What you should do: Go through the material below and copy all lines with "Врдничка".

Input:
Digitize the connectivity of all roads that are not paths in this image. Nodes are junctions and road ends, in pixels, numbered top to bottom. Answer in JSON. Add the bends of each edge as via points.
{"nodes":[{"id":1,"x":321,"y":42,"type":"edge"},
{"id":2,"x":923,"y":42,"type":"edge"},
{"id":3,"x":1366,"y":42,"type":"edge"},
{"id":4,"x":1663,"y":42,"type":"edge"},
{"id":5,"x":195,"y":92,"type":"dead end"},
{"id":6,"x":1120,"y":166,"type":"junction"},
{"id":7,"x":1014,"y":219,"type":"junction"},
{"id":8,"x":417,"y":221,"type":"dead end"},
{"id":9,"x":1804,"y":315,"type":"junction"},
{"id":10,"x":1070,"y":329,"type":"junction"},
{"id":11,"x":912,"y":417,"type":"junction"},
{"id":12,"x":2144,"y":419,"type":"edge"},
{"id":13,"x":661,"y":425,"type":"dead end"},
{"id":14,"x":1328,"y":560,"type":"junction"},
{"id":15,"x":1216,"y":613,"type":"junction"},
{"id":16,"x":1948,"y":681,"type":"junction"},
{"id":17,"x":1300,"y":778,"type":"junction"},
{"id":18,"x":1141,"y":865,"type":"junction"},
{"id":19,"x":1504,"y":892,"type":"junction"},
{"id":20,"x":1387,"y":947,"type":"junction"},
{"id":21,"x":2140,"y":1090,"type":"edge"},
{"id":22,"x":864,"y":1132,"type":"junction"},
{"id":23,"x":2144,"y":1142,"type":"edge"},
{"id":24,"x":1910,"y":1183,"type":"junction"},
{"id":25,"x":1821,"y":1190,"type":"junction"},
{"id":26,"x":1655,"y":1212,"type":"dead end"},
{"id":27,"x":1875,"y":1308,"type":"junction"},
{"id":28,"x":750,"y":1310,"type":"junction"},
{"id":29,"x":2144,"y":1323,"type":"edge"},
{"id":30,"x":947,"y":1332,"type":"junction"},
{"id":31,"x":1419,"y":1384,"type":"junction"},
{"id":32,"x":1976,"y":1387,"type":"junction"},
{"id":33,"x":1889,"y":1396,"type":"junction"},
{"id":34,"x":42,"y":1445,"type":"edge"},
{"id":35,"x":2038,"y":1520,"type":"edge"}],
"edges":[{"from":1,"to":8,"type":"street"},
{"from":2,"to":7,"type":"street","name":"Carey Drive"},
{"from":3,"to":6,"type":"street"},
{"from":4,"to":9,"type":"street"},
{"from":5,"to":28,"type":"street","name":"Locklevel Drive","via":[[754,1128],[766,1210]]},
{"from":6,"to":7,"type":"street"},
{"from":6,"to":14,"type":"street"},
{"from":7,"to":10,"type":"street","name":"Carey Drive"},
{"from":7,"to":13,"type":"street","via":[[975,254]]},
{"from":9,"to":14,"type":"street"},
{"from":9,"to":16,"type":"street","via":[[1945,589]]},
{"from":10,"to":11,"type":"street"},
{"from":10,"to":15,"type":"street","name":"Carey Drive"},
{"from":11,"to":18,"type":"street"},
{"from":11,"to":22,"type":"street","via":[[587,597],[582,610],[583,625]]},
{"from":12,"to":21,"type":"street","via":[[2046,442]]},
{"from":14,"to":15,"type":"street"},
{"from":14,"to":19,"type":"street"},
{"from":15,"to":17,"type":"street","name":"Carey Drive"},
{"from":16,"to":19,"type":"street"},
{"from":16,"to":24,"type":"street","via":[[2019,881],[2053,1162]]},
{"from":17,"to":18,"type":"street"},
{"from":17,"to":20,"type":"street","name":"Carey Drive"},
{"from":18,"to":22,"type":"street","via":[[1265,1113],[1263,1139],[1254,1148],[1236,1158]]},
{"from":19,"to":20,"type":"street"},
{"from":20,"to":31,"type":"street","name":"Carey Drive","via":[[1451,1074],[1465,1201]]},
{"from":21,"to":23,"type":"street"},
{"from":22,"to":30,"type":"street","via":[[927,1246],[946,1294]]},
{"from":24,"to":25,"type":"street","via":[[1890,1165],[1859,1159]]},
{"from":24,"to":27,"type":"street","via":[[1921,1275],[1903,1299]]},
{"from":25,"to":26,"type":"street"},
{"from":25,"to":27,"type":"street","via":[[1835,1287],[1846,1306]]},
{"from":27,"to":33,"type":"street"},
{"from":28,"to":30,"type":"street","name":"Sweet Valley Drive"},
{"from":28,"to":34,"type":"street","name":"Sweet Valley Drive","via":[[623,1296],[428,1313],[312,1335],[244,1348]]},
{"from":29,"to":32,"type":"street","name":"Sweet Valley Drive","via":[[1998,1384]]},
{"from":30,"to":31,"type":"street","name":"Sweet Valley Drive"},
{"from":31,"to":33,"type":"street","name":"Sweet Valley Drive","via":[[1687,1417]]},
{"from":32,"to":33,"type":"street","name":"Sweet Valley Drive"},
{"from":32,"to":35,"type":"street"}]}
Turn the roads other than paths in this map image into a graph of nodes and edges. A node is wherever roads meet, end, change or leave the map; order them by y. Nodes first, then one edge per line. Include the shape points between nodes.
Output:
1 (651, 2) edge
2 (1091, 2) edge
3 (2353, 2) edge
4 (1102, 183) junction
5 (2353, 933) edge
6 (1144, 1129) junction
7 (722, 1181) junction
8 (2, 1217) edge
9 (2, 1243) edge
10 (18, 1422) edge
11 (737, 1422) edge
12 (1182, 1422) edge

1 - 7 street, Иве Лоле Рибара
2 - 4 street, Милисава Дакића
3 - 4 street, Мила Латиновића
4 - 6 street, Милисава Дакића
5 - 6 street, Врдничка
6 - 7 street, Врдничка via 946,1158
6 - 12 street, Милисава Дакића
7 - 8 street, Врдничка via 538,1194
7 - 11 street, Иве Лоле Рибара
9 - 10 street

Solution to the problem:
5 - 6 street, Врдничка
6 - 7 street, Врдничка via 946,1158
7 - 8 street, Врдничка via 538,1194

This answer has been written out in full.